Probing Intermolecular Main Chain Hydrogen Bonding in Serine Proteinase-Protein Inhibitor Complexes: Chemical Synthesis of Backbone-Engineered Turkey Ovomucoid Third Domain. (1996) Lu, W., Qasim, M.A., Laskowski, Jr., and Kent, S.B.H. Biochemistry, 36, No. 4, 673-679.

Abstract

Intermolecular main chain H-bonding networks are frequently encountered at the interface of complexes of protein proteinase inhibitors and their cognate enzymes. Studies of X-ray crystal structures of many protein inhibitors complexed with serine proteinases have revealed that the amide NH group of the P1 residue in the inhibitor donates an H-bond to the carbonyl CO group of Ser²¹⁴ and Ser¹⁹⁵ O in the enzyme (Ser¹²⁵ and Ser²²¹ in subtilisins, respectively).
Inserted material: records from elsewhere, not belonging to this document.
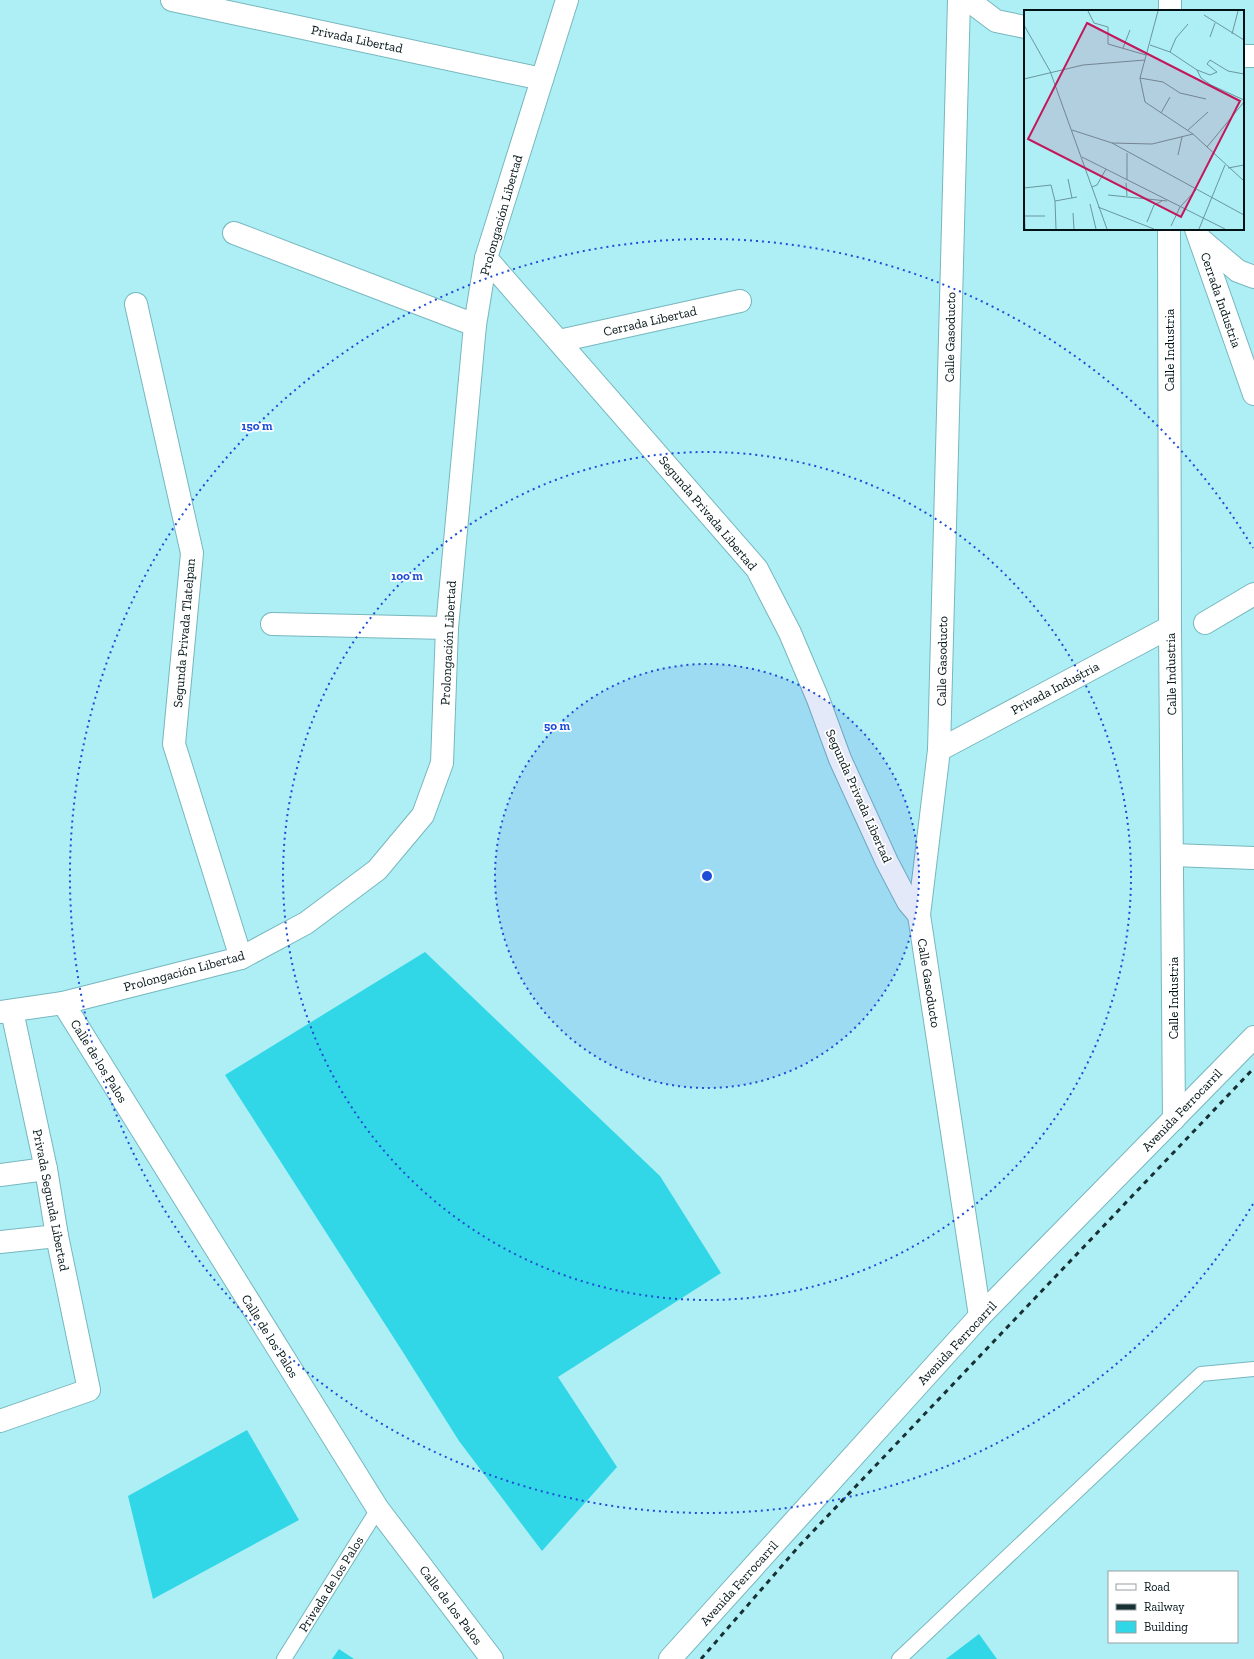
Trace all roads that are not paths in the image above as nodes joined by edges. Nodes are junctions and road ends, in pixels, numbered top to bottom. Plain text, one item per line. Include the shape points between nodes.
1 (172, 0) edge
2 (567, 0) edge
3 (959, 0) edge
4 (968, 0) edge
5 (1024, 27) edge
6 (542, 79) junction
7 (1169, 230) edge
8 (234, 233) dead end
9 (1198, 234) edge
10 (486, 258) junction
11 (1254, 277) edge
12 (740, 301) dead end
13 (136, 304) dead end
14 (475, 325) junction
15 (559, 341) junction
16 (1254, 394) edge
17 (1254, 594) edge
18 (1205, 623) dead end
19 (272, 624) dead end
20 (1170, 627) junction
21 (447, 628) junction
22 (940, 750) junction
23 (1172, 855) junction
24 (1254, 858) edge
25 (919, 915) junction
26 (241, 958) junction
27 (63, 1002) junction
28 (6, 1011) edge
29 (1254, 1037) edge
30 (1174, 1119) junction
31 (46, 1169) junction
32 (0, 1175) edge
33 (57, 1236) junction
34 (0, 1242) edge
35 (980, 1316) junction
36 (1254, 1369) edge
37 (0, 1421) edge
38 (378, 1509) junction
39 (284, 1659) edge
40 (492, 1659) edge
41 (670, 1659) edge
42 (900, 1659) edge

1 - 6 street, Privada Libertad
2 - 6 street, Prolongación Libertad
3 - 22 street, Calle Gasoducto
4 - 5 street via 996,20
6 - 10 street, Prolongación Libertad
7 - 20 street, Calle Industria
8 - 14 street
9 - 11 street via 1238,271
9 - 16 street, Cerrada Industria
10 - 14 street, Prolongación Libertad
10 - 15 street, Segunda Privada Libertad
12 - 15 street, Cerrada Libertad
13 - 26 street, Segunda Privada Tlatelpan via 192,553 174,744
14 - 21 street, Prolongación Libertad
15 - 25 street, Segunda Privada Libertad via 757,569 790,633 840,759 887,862 908,902
17 - 18 street
19 - 21 street
20 - 22 street, Privada Industria
20 - 23 street, Calle Industria
21 - 26 street, Prolongación Libertad via 442,763 423,816 377,870 306,923
22 - 25 street, Calle Gasoducto
23 - 24 street
23 - 30 street, Calle Industria
25 - 35 street, Calle Gasoducto
26 - 27 street, Prolongación Libertad
27 - 28 street, Prolongación Libertad
27 - 38 street, Calle de los Palos
28 - 31 street, Privada Segunda Libertad
29 - 30 street, Avenida Ferrocarril
30 - 35 street, Avenida Ferrocarril
31 - 32 street
31 - 33 street, Privada Segunda Libertad
33 - 34 street
33 - 37 street, Privada Segunda Libertad via 89,1390
35 - 41 street, Avenida Ferrocarril
36 - 42 lane via 1201,1374
38 - 39 lane, Privada de los Palos
38 - 40 street, Calle de los Palos

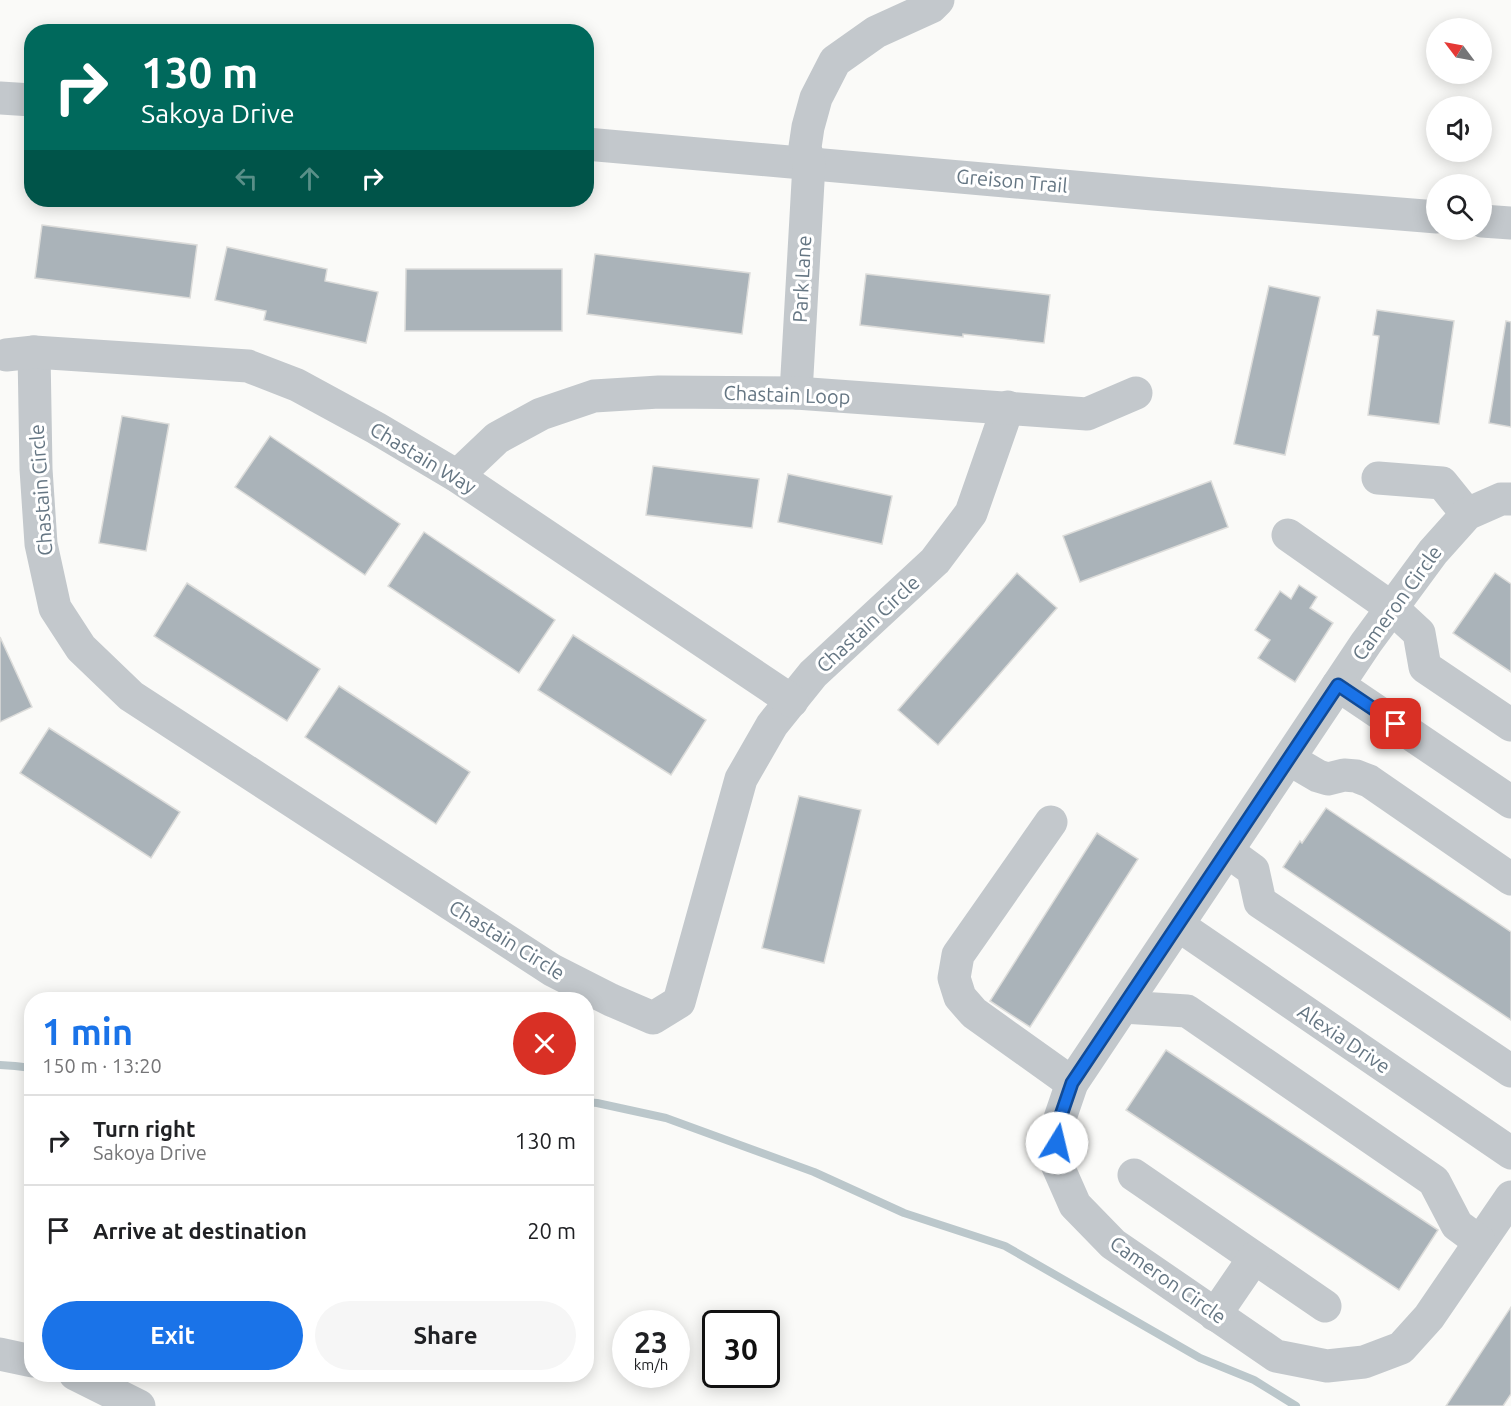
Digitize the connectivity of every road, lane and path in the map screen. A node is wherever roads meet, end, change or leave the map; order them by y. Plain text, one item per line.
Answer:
1 (938, 0) edge
2 (0, 98) edge
3 (24, 100) edge
4 (594, 145) edge
5 (809, 164) junction
6 (1426, 216) edge
7 (1492, 222) edge
8 (1511, 223) edge
9 (20, 354) joint
10 (796, 393) junction
11 (1136, 393) dead end
12 (1008, 407) junction
13 (457, 476) junction
14 (1378, 478) dead end
15 (1511, 499) edge
16 (1467, 514) junction
17 (1288, 535) dead end
18 (1392, 608) junction
19 (1338, 685) junction
20 (792, 701) junction
21 (1511, 725) edge
22 (1289, 759) junction
23 (1511, 802) edge
24 (1051, 822) dead end
25 (1227, 851) junction
26 (1511, 879) edge
27 (1178, 925) junction
28 (1123, 1007) junction
29 (1511, 1071) edge
30 (1072, 1083) junction
31 (1511, 1153) edge
32 (1134, 1175) dead end
33 (1511, 1197) edge
34 (1480, 1242) junction
35 (1254, 1258) junction
36 (1325, 1306) dead end
37 (1215, 1315) junction
38 (0, 1354) edge
39 (24, 1358) edge
40 (91, 1382) edge
41 (139, 1406) edge

1 - 5 street, Park Lane
2 - 3 street
4 - 5 street, Greison Trail
5 - 6 street, Greison Trail
5 - 10 street, Park Lane
7 - 8 street
9 - 13 street, Chastain Way
9 - 20 street, Chastain Circle
10 - 12 street, Chastain Loop
10 - 13 street, Chastain Loop
11 - 12 street, Chastain Loop
12 - 20 street, Chastain Circle
13 - 20 street, Chastain Way
14 - 16 street
15 - 16 street, Cameron Circle
16 - 18 street, Cameron Circle
17 - 18 street
18 - 19 street, Cameron Circle
18 - 21 street
19 - 22 street, Cameron Circle
19 - 23 street
22 - 25 street, Cameron Circle
22 - 26 street
24 - 30 street
25 - 27 street, Cameron Circle
25 - 29 street
27 - 28 street, Cameron Circle
27 - 31 street, Alexia Drive
28 - 30 street, Cameron Circle
28 - 34 street
30 - 37 street, Cameron Circle
32 - 35 street
33 - 34 street, Cameron Circle
34 - 37 street, Cameron Circle
35 - 36 street
35 - 37 street
38 - 39 street
40 - 41 street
To probe the energetic contribution of this backbone H-bond in the complexes of OMTKY3 with several serine proteinases, native chemical ligation was used for the total synthesis of a backbone-engineered analog of OMTKY3, in which the amide peptide bond between Thr¹⁷ (P2) and Leu¹⁸ (P1) was replaced by an ester bond, i.e., CONH to COO. This chemical "mutation" effectively eliminated the backbone H-bond donated by the NH group of Leu¹⁸. By measuring association equilibrium constants for synthetic wild-type OMTKY3 and the backbone-engineered ester analog interacting with a panel of six serine proteinases, we have determined that the P1 NH O substitution weakens the binding of OMTKY3 to its cognate enzymes by an average of 15-fold, i.e., 1.5 ± 0.3 kcal/mol. These results place a quantitative value on the contribution of the intermolecular backbone H-bond in enzyme-inhibitor recognition.